Egypt’s Papertrails Turns Arab Landscapes Into Writing Studios
Papertrails is a travel initiative that combines guided hiking with creative writing across the Arab world, inviting travellers to slow down, reflect, and rediscover their connection to nature.
 
            Everyone claims to “love to travel.” Yet for all its promises of expansion, few acts have been so easily emptied of meaning. Between airports and itineraries, travel can become a kind of choreography, performed and perfected for other eyes. Philosopher Agnes Callard once called it “the traveller’s delusion,” our tendency to confuse transposition with transformation.

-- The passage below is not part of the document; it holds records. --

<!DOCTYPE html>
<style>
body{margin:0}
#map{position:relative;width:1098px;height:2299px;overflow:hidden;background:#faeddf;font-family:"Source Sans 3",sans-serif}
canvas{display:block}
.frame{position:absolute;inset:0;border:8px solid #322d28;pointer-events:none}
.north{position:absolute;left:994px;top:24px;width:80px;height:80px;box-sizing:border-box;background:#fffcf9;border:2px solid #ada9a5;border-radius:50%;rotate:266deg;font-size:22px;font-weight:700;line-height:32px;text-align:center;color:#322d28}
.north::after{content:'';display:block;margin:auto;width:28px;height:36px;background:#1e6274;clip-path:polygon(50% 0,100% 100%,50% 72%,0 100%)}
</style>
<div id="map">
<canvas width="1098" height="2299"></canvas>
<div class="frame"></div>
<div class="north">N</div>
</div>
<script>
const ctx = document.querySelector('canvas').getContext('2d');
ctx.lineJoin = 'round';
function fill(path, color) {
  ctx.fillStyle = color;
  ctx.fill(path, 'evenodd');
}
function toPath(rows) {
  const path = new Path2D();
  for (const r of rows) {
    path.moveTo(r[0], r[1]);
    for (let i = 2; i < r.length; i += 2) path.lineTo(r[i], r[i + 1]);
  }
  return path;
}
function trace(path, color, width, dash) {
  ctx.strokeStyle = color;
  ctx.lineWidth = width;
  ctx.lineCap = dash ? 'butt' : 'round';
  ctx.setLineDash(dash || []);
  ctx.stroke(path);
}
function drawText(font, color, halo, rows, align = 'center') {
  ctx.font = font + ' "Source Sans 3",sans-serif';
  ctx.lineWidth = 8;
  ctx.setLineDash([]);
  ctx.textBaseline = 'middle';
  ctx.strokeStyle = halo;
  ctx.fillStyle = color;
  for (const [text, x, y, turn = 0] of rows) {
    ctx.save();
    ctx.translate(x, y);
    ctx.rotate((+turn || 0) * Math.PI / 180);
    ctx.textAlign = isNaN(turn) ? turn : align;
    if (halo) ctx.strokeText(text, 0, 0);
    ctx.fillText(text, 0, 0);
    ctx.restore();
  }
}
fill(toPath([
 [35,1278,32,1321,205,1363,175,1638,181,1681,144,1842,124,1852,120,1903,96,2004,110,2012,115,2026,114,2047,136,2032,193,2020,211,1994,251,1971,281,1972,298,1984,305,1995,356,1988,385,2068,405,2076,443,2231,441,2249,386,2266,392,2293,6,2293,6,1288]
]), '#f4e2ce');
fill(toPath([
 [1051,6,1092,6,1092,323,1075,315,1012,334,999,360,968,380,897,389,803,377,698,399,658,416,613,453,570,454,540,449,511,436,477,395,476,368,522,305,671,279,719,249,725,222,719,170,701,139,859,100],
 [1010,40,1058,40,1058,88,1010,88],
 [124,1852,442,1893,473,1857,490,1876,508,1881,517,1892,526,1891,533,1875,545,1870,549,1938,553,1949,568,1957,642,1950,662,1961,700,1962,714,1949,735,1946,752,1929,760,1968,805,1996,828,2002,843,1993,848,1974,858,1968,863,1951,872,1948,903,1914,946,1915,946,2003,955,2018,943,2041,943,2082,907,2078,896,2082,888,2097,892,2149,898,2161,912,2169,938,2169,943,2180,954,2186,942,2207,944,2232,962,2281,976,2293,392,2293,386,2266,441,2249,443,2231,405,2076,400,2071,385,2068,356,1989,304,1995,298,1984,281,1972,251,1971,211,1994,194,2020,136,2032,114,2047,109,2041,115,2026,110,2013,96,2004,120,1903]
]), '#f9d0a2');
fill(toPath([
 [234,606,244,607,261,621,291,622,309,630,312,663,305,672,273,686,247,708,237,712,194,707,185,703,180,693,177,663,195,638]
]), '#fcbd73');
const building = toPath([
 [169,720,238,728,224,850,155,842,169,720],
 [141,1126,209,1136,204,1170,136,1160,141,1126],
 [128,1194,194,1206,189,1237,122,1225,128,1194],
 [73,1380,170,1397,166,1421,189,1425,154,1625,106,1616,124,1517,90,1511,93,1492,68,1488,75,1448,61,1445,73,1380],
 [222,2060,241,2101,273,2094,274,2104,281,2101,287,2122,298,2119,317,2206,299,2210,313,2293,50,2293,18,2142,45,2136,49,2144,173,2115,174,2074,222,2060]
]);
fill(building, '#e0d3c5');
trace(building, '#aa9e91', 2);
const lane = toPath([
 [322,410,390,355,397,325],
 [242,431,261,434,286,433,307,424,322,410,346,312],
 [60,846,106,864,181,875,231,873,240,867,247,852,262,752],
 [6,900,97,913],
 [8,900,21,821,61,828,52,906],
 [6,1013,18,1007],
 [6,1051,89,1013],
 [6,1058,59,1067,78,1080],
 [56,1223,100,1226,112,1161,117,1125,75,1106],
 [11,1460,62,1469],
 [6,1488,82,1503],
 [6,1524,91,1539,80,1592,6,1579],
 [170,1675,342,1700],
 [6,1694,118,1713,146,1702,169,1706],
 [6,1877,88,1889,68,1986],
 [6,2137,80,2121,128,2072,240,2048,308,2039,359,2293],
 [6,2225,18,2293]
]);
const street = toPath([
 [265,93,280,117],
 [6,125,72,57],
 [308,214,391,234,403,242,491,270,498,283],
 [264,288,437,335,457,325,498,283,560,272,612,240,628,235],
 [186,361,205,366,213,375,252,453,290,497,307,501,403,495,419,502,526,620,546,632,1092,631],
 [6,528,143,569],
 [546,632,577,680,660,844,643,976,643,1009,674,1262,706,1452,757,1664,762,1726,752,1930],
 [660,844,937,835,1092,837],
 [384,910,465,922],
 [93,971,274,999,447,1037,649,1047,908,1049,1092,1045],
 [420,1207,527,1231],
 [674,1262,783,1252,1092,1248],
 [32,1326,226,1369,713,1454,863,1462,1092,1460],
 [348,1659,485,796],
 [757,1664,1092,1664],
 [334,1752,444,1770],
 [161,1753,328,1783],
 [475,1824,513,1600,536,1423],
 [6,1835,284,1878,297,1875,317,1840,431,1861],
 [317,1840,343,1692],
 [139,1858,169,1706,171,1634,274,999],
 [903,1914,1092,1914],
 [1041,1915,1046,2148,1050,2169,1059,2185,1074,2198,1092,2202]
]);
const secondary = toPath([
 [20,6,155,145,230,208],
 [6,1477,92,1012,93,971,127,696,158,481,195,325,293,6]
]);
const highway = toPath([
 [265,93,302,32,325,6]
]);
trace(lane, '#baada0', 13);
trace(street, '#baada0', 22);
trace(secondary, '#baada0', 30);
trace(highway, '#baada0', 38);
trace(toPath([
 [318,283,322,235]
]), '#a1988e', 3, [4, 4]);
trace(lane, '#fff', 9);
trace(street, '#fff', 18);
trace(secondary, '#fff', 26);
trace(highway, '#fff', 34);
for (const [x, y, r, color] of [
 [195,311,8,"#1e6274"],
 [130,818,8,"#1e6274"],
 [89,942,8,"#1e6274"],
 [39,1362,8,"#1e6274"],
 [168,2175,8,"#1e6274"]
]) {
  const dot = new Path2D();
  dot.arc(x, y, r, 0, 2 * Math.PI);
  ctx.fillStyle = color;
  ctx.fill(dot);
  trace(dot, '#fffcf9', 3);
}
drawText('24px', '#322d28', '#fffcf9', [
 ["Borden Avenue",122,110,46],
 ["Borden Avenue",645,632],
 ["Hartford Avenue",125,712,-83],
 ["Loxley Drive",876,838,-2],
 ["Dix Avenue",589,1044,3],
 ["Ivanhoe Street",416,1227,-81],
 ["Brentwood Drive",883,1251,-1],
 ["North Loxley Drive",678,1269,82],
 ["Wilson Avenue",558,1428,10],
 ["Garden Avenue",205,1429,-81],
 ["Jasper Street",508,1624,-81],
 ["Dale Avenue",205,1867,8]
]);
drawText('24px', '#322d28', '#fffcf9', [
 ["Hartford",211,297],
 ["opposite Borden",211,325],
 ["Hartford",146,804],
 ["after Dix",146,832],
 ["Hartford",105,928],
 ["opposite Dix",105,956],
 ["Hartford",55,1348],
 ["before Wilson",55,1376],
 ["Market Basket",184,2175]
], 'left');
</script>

But what if travel could be reclaimed as a practice of attention rather than escape? In the highlands of Sinai and the deserts of Jordan, Menna Abdel Rahman is trying to do just that. Through her Egyptian initiative Papertrails, she leads small groups into the wilderness, pairing long hikes with guided creative-writing sessions. “This is anything but a writing workshop,” she says from a Greek island, where she’s has led another group outdoors. “It’s about creating together and responding to what the land gives you, in whatever form that takes.”

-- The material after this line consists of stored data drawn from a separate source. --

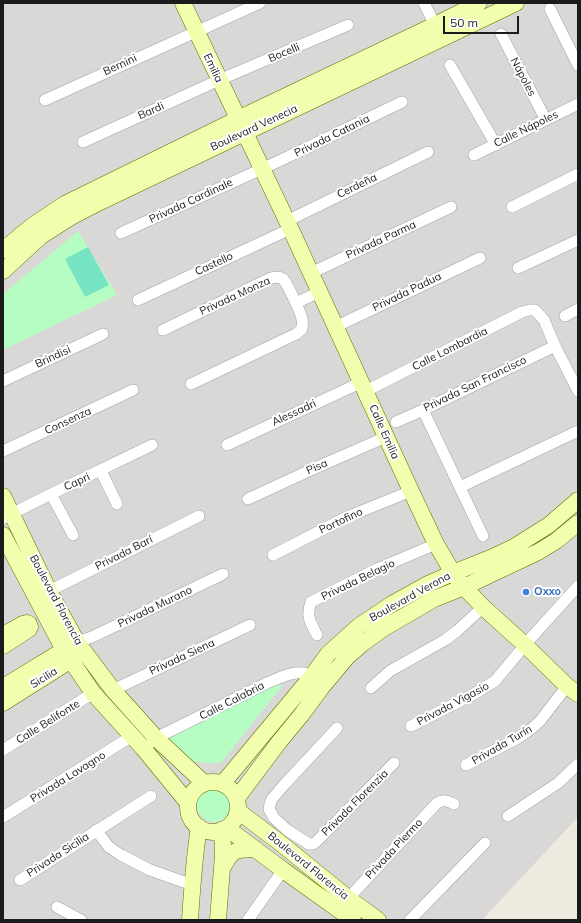 <!DOCTYPE html>
<meta charset="utf-8">
<style>
body{margin:0}
#map{position:relative;width:581px;height:923px;overflow:hidden;background:#edeadf;font-family:Mulish,sans-serif}
canvas{display:block}
.frame{position:absolute;inset:0;border:4px solid #1b1b1b;pointer-events:none}
.scale{position:absolute;left:443px;top:16px;width:76px;height:18px;box-sizing:border-box;border:2px solid #1b1b1b;border-top:0;padding-left:5px;font-size:12px;line-height:14px;white-space:nowrap;color:#1b1b1b;-webkit-text-stroke:3px #fff;paint-order:stroke}
</style>
<div id="map">
<canvas width="581" height="923"></canvas>
<div class="frame"></div>
<div class="scale">50 m</div>
</div>
<script>
const g = document.querySelector('canvas').getContext('2d');
g.lineJoin = 'round';
function fillPath(path, color) { g.fillStyle = color; g.fill(path, 'evenodd'); }
function strokePath(path, color, width, dash) { g.strokeStyle = color; g.lineWidth = width; g.lineCap = dash ? 'butt' : 'round'; g.setLineDash(dash || []); g.stroke(path); }
function drawText(font, color, halo, rows, align = 'center') {
  g.font = font + ' Mulish,sans-serif'; g.lineWidth = 4; g.setLineDash([]); g.textBaseline = 'middle'; g.strokeStyle = halo; g.fillStyle = color; for (const [text, x, y, turn = 0] of rows) {
    g.save(); g.translate(x, y); g.rotate((+turn || 0) * Math.PI / 180); g.textAlign = isNaN(turn) ? turn : align; if (halo) g.strokeText(text, 0, 0); g.fillText(text, 0, 0); g.restore();
  }
}
const residential = new Path2D(`
 M3,3H578V817L482,920H3Z`);
const park = new Path2D(`
 M78,231L117,295L3,350V294Z
 M278,682L282,686L221,763H203L189,760L165,737Z
 M197 805a17 17 0 1 1 34 0a17 17 0 1 1-34 0Z`);
const pitch = new Path2D(`
 M88,247L109,285L85,297L65,259Z`);
const street = new Path2D(`
 M424,3L435,25
 M550,9L578,65
 M501,34L546,120
 M450,65L496,145
 M45,100L260,3
 M83,142L219,80L348,25
 M474,155L578,104
 M512,207L578,174
 M287,221L428,152
 M121,233L277,162L402,102
 M518,268L578,240
 M311,273L451,207
 M138,300L290,229
 M296,303L319,292
 M565,316L578,309
 M335,327L480,258
 M163,330L271,278C275,277 279,276 283,279C287,283 301,313 302,319C303,322 302,326 302,329L296,334L191,384
 M3,381L103,334
 M366,391L522,312L530,310H535L544,320L555,346L578,391
 M423,410L483,536
 M396,422L423,410L555,346
 M227,445L362,382
 M3,451L133,390
 M101,471L117,504
 M460,487L578,431
 M51,494L73,535
 M248,499L315,468L386,437
 M3,518L51,494L152,445
 M273,555L347,517L411,491
 M49,591L199,516
 M317,635C310,622 306,616 311,602L377,569L436,544
 M77,642L92,637L223,574
 M371,688L390,671L445,640L457,631L483,607
 M113,690L250,625
 M411,726L474,694L495,681L530,639L578,586
 M337,728L283,786L272,799L270,804L269,809L274,818L287,830L309,844H313L316,842L394,763
 M152,742L156,738L267,683C282,677 303,665 316,680
 M3,750L93,693
 M466,765L518,738L531,729L540,721L567,686
 M508,816L558,783L578,764
 M3,817L132,736
 M96,830L109,847L121,855L150,870L184,882L192,883
 M20,880L151,796
 M344,903L437,803C444,799 448,801 454,804
 M57,907L81,920
 M248,920L283,870
 M410,920L485,843`);
const secondary = new Path2D(`
 M183,3L287,221L411,491L436,544L453,573L464,587L483,607L525,645L567,686L578,694
 M3,250L32,226L65,204L238,119L435,25L479,3
 M3,271L41,236L71,217L100,202L516,3
 M3,496L49,591L77,642L113,690L156,738L204,783
 M3,535L64,650L93,693L143,748L188,803
 M3,635L23,624L27,623L29,624L30,627L29,629L3,646
 M3,687L72,645
 M3,703L79,655
 M188 807a25 25 0 1 1 50 0a25 25 0 1 1-50 0Z
 M223,783L312,676L328,654L359,626L392,604L428,584L453,573L493,557L514,547L549,525L578,500
 M237,798L279,742L302,714L322,687L347,657L362,644L384,628L434,599L464,587L538,552L556,541L578,523
 M238,811L279,842L348,898L378,920
 M227,828L283,870L353,920
 M222,869C232,850 234,849 256,849
 M190,920C192,889 194,858 199,827
 M218,920L223,855V845L221,830`);
const markers = [
 [526,592,4,"#3f7fe0"]
];
const streetNames = [
 ["Bocelli",284,53,-23],
 ["Bernini",120,65,-25],
 ["Emilia",213,68,65],
 ["Nápoles",523,77,62],
 ["Bardi",151,111,-24],
 ["Boulevard Venecia",254,128,-25],
 ["Calle Nápoles",526,129,-26],
 ["Privada Catania",332,136,-26],
 ["Cerdeña",357,186,-26],
 ["Privada Cardinale",191,201,-25],
 ["Privada Parma",381,240,-25],
 ["Castello",214,264,-25],
 ["Privada Padua",407,292,-26],
 ["Privada Monza",235,296,-25],
 ["Calle Lombardia",450,349,-27],
 ["Brindisi",53,357,-25],
 ["Privada San Francisco",475,384,-26],
 ["Alessadri",294,413,-25],
 ["Consenza",68,421,-25],
 ["Calle Emilia",384,432,66],
 ["Pisa",317,467,-24],
 ["Capri",77,482,-25],
 ["Portofino",341,521,-25],
 ["Privada Barí",124,553,-27],
 ["Privada Belagio",358,580,-26],
 ["Boulevard Verona",410,597,-29],
 ["Boulevard Florencia",56,600,62],
 ["Privada Murano",155,607,-26],
 ["Privada Siena",182,657,-25],
 ["Sicilia",44,678,-32],
 ["Calle Calabria",232,701,-27],
 ["Privada Vigasio",453,704,-28],
 ["Calle Belifonte",48,722,-32],
 ["Privada Turín",502,745,-30],
 ["Privada Lavagno",68,777,-32],
 ["Privada Florenzia",355,803,-45],
 ["Privada Plermo",394,849,-47],
 ["Privada Sicilia",58,855,-33],
 ["Boulevard Florencia",308,866,39]
];
const shopNames = [
 ["Oxxo",534,592]
];
fillPath(residential, '#d9d8d7');
fillPath(park, '#b6fdc3');
fillPath(pitch, '#76e3c3');
strokePath(street, '#a2a2a2', 12);
strokePath(secondary, '#5c7300', 17);
strokePath(street, '#fff', 11);
strokePath(secondary, '#f2fead', 16);
for (const [x, y, r, color] of markers) { const dot = new Path2D(); dot.arc(x, y, r, 0, 2 * Math.PI); g.fillStyle = color; g.fill(dot); strokePath(dot, '#fff', 1.5); }
drawText('11px', '#1b1b1b', '#fff', streetNames);
drawText('bold 11px', '#366cbe', '#fff', shopNames, 'left');
</script>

Majoring in economics, Abdel Rahman began on the corporate track while her “time off” became a second education in the outdoors. Long-distance treks and rock climbing pulled her from operations desks to expedition logistics. By 2019, she was guiding hikes and later serving as head of operations at Life Happens Outdoors, leading seasons across Nepal, Peru, Kilimanjaro, and the Alps. In 2020, she piloted Papertrails in St. Catherine, a small, prompt-led writing retreat braided with hiking. After stepping away from full-time work, she revived it with a deeper focus on creative practice in writing, curation, and film photography.

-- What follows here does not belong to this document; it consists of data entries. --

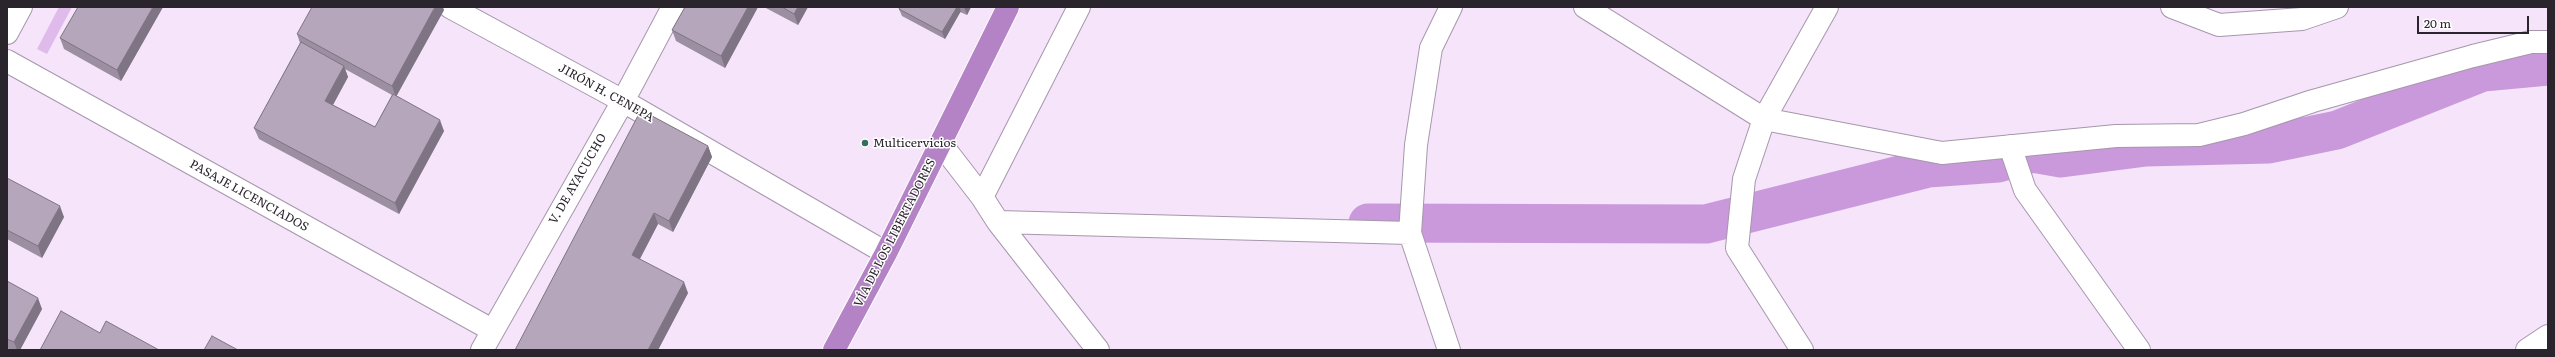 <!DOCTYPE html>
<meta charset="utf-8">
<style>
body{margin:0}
#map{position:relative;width:2555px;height:357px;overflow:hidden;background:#f5e4fa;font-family:Literata,serif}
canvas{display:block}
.frame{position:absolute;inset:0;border:8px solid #2a242c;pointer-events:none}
.scale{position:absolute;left:2417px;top:16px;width:112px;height:18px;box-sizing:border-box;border:2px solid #2a242c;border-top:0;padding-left:5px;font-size:12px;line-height:14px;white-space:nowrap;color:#2a242c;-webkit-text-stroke:3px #fff;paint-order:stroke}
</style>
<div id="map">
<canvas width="2555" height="357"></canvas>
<div class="frame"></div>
<div class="scale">20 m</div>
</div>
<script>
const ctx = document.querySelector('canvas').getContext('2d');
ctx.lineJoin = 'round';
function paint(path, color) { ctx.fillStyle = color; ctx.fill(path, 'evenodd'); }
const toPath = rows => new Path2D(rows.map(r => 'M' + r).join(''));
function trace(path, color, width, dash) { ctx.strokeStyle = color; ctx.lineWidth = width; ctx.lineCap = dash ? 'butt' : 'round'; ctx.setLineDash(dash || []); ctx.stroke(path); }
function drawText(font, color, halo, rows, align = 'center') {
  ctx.font = font + ' Literata,serif'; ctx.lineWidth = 3; ctx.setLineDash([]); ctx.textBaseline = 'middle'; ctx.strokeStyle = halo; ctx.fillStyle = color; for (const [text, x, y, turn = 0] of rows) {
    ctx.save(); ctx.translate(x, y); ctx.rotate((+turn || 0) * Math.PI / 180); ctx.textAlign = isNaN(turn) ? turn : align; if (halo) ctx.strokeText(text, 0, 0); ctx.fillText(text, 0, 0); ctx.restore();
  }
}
const green = toPath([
 [59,7,72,7,47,54,37,49]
]);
const canal = toPath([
 [1368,223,1706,224,1928,168,1998,163,2033,153,2061,158,2146,147,2269,144,2337,130,2483,72,2548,66]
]);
const minor = toPath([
 [450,7,623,101,886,253],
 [1585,7,1764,119,1942,153,2116,136,2199,135,2244,124,2313,101,2473,56,2531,42,2548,42],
 [2172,7,2219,25,2302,19,2337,7],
 [7,33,21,7],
 [7,61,492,330],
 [941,144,982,197,998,222,1098,350],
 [2010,146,2025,190,2139,350],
 [982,197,1079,7],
 [998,222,1410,233],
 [482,350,623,101,673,7],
 [1449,350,1410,233,1416,145,1431,48,1451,7],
 [1802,350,1737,248,1744,179,1764,119,1827,7],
 [2527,350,2548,336]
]);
const highway = toPath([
 [834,350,886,253,1008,7]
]);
const wall = toPath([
 [163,7,121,81,64,49,60,38],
 [685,7,758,7,725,68,676,41,672,30],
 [764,7,808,7,798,25],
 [900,7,971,7,967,15,960,12,945,39,902,16,899,9],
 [444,10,396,96,444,131,399,214,259,139,254,128,300,43,297,34],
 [345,69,392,95,375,127,333,105,348,77],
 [708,146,712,157,673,232,658,224,640,259,688,293,658,350,515,350],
 [7,178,64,217,42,258,7,239],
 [7,281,42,309,20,350,11,350,7,348]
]);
const shadedWall = toPath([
 [153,7,163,7,121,81,117,70],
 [435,7,443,7,444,10,396,97,392,86],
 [748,7,758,7,725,68,721,56],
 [798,7,808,7,798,25,794,14],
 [957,7,959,7,961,11,945,39,942,32],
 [964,7,971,7,967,15],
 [344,66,348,77,329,112,325,101],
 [440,120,444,131,399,214,395,203],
 [708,146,712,157,673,232,669,221],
 [60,206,64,217,42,258,38,246],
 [654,213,658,224,636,266,632,255],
 [684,282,688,293,658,350,648,350],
 [38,298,42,309,20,350,17,350,14,342]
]);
const building = toPath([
 [78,7,153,7,117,70,60,38,78,7],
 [312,7,435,7,392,86,297,34,312,7],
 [685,7,748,7,721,56,672,30,685,7],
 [782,7,798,7,794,14,782,7],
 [900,7,957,7,942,32,899,9,900,7],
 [301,42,344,66,325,101,375,127,393,94,440,120,395,203,254,128,301,42],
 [641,110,708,146,669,221,654,213,632,255,684,282,648,350,515,350,641,110],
 [7,178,60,206,38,246,7,230,7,178],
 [7,281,38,298,14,342,7,339,7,281],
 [61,311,100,333,106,321,159,350,40,350,61,311],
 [212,336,238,350,204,350,212,336]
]);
const markers = [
 [865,143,4,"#336f59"]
];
const streetNames = [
 ["JIRÓN H. CENEPA",606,93,29],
 ["V. DE AYACUCHO",578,179,-60],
 ["PASAJE LICENCIADOS",249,196,29],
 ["VÍA DE LOS LIBERTADORES",895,233,-63]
];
const poiNames = [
 ["Multicervicios",873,143]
];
paint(green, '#dfbbec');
trace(canal, '#ca99db', 39);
trace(minor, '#a697ac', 24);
trace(highway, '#fff', 24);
trace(minor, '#fff', 22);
trace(highway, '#b483c5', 22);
paint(wall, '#9c8fa1');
paint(shadedWall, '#7f7483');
paint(building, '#b5a6bb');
trace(building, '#7f7483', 1);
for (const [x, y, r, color] of markers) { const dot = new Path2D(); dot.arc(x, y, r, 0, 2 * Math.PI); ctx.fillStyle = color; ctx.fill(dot); trace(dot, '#fff', 1.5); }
drawText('12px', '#2a242c', '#fff', streetNames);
drawText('12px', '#2a242c', '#fff', poiNames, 'left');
</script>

At St. Catherine, where the mountains rise like folded parchment and Bedouin guides know every fig tree by heart, each morning begins at sunrise: tea, notebooks, and the crunch of gravel. Hikers receive a prompt, perhaps a line about erosion or rewilding, and write in silence until Abdel Rahman calls them back. Later, at camp, they read aloud what the land made them think of. “When you write outdoors, you just respond to nature around you,” she says. “The writing is mostly fragments: verse, letters to oneself, imagined dialogues, even poems. We’ve had teachers, photographers, children’s authors, anyone who really needs to disconnect.”

Mornings are for movement, afternoons for stillness. They walk until the heat thickens, rest beneath olive trees, and share fruit plucked straight from the branches where lunch is communal. Abdel Rahman, a certified climbing instructor, teaches participants to pitch tents, use trekking poles, and trust their bodies on uneven ground. “Most of us live cut off from our physical selves,” she says. “When you walk, you start to hear your own pulse again. The writing grows out of that.”
As dusk falls, the group gathers in a circle of lamplight. One night, they sat inside an ancient olive grove, the trees closing around them like guardians. The day’s prompt was erosion, both geological and emotional. They read a passage about rewilding, about returning land to itself, then began to write about what must fall apart before anything can grow. “It felt like the trees were listening,” Abdel Rahman says. “There was that sense of being held by each other, by the place.”
Stillness, she admits, requires unlearning. Phones lose signal; routines lose urgency. “You learn to sit inside the slowness.” The experience is, in the end, profoundly human. “When you start sitting in your own calm,” she says, “you start noticing what is interesting.”

Each retreat hosts only a handful of participants, selected through a short application process. By the final night, the group often feels less like strangers and more like collaborators. After the most recent retreat, members met again in Cairo and Dubai to share their work. “It’s a certain kind of person who signs up,” Abdel Rahman says. “They’re looking for something that doesn’t fit on social media, something that can’t be measured in steps or views.”
The next edition of Papertrails will take place in Ghazala desert, a stretch of desert oasis west of Sinai. Abdel Rahman dreams of expanding to other Arab landscapes: the Western Desert, the Hejaz, perhaps Lebanon’s cedar trails. Each season, she experiments with new creative forms like sketching, photography, and movement. She imagines future editions as moving art residencies, spaces where artists and non-artists can create together. “We always talk about travelling abroad,” she says, “but there’s so much here we haven’t really looked at. I want to build bodies of work by Arab artists connected to land and landscape. I want to say: our stories are rooted here.”